The hike takes aprox 4 to 6 days and is almost 90km long. The hike is not difficult technically, but the distances between each camp are often far. On the second day of the hike from Cape Ball River north, there is a stretch of the hike (about 16km) that must be done on the receding tide as the beach in this section is bordered by cliffs where the high tide comes right up to, and leaves no escape routes. There are supposedly

three rustic shelters along this hike, but we only found two of them. The first one just south of Cape Ball is unusable, other than as a cooking area. The Cape Fife shelter is much nicer and newer, with four beds and a fireplace. Mice live in here so protect your food at night. A tent is required for the hike as well as a water filtration system. Don't let the color of the freshwater throw you off. It is quite red with tannins from all the organic material in the forest. Our water filter did a pretty good job with making it taste clean, although I had to clean it more often.

Sometimes there was an "earthy" taste leftover, but it was good clean water. Water is hard to find on the second day of the hike also.

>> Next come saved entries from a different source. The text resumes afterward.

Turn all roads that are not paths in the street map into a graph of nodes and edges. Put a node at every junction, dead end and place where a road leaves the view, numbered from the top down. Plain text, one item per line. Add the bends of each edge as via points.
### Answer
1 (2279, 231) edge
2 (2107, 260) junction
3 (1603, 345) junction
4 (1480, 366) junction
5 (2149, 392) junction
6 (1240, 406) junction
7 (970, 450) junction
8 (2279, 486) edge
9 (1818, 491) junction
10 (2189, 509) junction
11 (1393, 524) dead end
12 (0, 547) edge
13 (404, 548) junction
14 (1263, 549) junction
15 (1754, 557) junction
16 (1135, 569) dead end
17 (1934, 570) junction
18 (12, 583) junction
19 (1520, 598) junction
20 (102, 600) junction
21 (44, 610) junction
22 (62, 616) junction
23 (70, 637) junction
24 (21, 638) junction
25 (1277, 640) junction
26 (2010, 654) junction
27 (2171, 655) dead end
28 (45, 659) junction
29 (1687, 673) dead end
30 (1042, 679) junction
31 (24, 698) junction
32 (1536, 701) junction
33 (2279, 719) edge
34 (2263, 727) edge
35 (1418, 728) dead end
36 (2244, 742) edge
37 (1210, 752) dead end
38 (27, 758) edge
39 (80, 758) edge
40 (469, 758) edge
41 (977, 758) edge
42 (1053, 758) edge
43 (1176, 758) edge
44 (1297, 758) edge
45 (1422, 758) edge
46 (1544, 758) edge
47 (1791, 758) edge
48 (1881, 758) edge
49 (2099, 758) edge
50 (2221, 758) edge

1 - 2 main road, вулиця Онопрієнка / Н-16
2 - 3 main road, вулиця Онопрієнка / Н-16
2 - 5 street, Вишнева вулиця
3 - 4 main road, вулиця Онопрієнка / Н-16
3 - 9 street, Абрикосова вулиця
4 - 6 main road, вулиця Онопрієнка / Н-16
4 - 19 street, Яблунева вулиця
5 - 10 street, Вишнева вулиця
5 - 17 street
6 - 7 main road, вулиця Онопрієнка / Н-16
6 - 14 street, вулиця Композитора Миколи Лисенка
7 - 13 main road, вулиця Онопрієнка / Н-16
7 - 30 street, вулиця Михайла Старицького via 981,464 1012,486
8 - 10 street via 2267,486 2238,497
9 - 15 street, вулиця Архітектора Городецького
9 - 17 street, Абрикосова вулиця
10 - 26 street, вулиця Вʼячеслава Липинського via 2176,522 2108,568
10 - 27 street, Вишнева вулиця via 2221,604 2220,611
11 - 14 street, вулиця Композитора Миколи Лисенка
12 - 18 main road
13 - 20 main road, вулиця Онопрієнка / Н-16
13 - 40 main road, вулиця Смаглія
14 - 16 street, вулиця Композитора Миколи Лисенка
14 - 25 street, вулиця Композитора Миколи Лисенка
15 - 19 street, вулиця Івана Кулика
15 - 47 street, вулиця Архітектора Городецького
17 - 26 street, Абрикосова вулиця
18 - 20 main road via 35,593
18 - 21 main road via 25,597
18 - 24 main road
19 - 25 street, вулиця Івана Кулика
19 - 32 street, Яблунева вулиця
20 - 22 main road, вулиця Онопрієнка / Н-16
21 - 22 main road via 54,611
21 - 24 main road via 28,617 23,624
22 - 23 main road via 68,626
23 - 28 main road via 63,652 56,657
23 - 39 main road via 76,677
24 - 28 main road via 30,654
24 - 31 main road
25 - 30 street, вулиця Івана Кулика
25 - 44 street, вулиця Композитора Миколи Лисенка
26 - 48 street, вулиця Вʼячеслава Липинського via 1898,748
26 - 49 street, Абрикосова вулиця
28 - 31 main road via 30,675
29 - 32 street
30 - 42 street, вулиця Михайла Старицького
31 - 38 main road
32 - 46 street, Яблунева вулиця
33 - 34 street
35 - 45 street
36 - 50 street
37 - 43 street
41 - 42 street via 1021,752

Black bears are plentiful on the island, so proper precautions must be taken in camp to ensure your safety, such as hanging your food and cooking away from campsite. There are three rivers (Mayer, Cape Ball, Oeanda) and numerous streams that must be crossed so waterproof footwear and gaiters are highly recommended. The rivers can be crossed at their mouths at low tide, unless you want to swim. The Oeanda River was the most difficult and deepest to cross, as we had to take off our footwear and pants to cross, the water reaching above our knees, even at low tide. All this being said, it is important to have a tide chart with you to plan the cliff section and river crossings. We got stuck one day at the Oeanda River as we were a couple of hours too late to cross. Luckily there is an amazing camp spot 4km south of the river where we stayed for two nights.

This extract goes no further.